47. We may consider the cases of nationalized banks first. The circular dated 20-08-2000 and the Scheme framed by the banks are required to be read together for the purpose of ascertaining the true intendment thereof. The Scheme essentially was floated as has been mentioned hereinbefore with a purpose of downsizing the employees. Such a scheme although may incidentally be beneficial also to the employees but was primarily beneficial to the banks. The ultimate aim and object of floating such a scheme as has been stated in the circular letter issued by the Ministry of Finance was for the purpose of effective functioning of the banks so as to enable them to compete with the private banks.
48. The employees of the nationalized bank may not enjoy a "status' as is the case of government employees or the statutory authorities whose terms and conditions of service are governed by the constitutional provisions and/or the statutes and the statutory rules; but there is no gainsaying that the employees of the nationalized banks enjoy security of their employment. So far as the employees of the State Bank of India are concerned, their terms and conditions of service, as noticed hereinbefore, are governed by statutory rules. However, so far as the employees of the nationalized banks are concerned, except for the matter of grant of pension which is covered by the regulations framed in terms of Section 19 of the 1970 Act, other terms and conditions of their service are not statutory in nature. But the State Bank of India as also the nationalized banks are "States"
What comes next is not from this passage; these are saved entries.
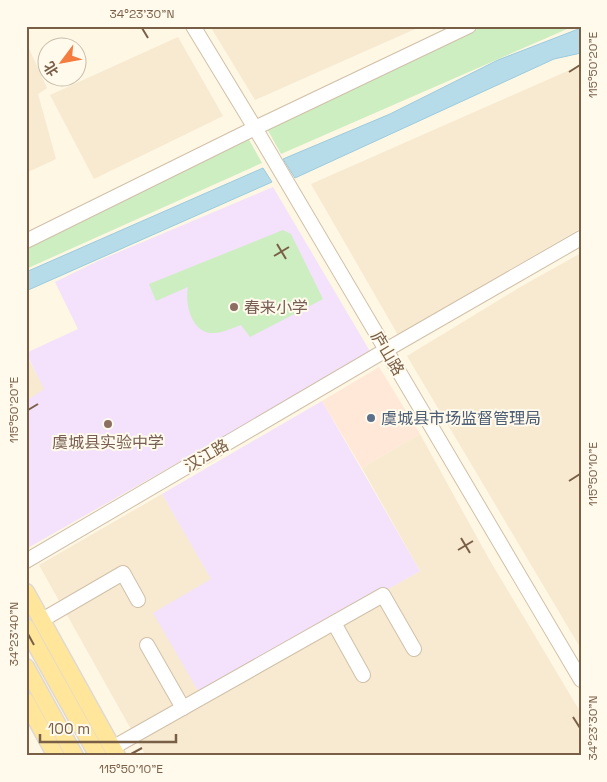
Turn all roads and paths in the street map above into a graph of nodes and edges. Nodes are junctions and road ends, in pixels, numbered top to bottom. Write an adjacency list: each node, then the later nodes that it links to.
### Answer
1 (193, 26): 3 (street, 庐山路)
2 (469, 26): 3 (street)
3 (255, 128): 5 (street); 6 (street, 庐山路)
4 (581, 238): 6 (street, 汉江路)
5 (26, 241)
6 (386, 350): 7 (street, 汉江路); 17 (street, 庐山路)
7 (26, 561)
8 (26, 592): 10 (main road)
9 (138, 600): 10 (street)
10 (42, 620): 20 (main road)
11 (334, 623): 14 (street); 16 (street); 19 (street)
12 (26, 627): 20 (main road)
13 (147, 645): 19 (street)
14 (414, 649)
15 (26, 667): 22 (main road)
16 (363, 675)
17 (581, 680)
18 (26, 701): 21 (main road)
19 (183, 708): 20 (street)
20 (109, 753)
21 (56, 756)
22 (75, 756)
within the meaning of Article 12 of the Constitution of India. The services of the workman are also governed by several standing orders and bipartite settlements 17 which have the force of law. The banks, therefore, cannot take recourse to "hire and fire" for the purpose of terminating the services of the employees. The banks are required to act fairly and strictly in terms of the norms laid down therefor. Their actions in this behalf must satisfy the test of Articles 14 and 21 of the Constitution of India. Having regard to the intendment of the Scheme, each and every employee would not be entitled to the benefit of the said Scheme. Those who are facing disciplinary proceedings or working in a particular class of employment are not eligible therefor."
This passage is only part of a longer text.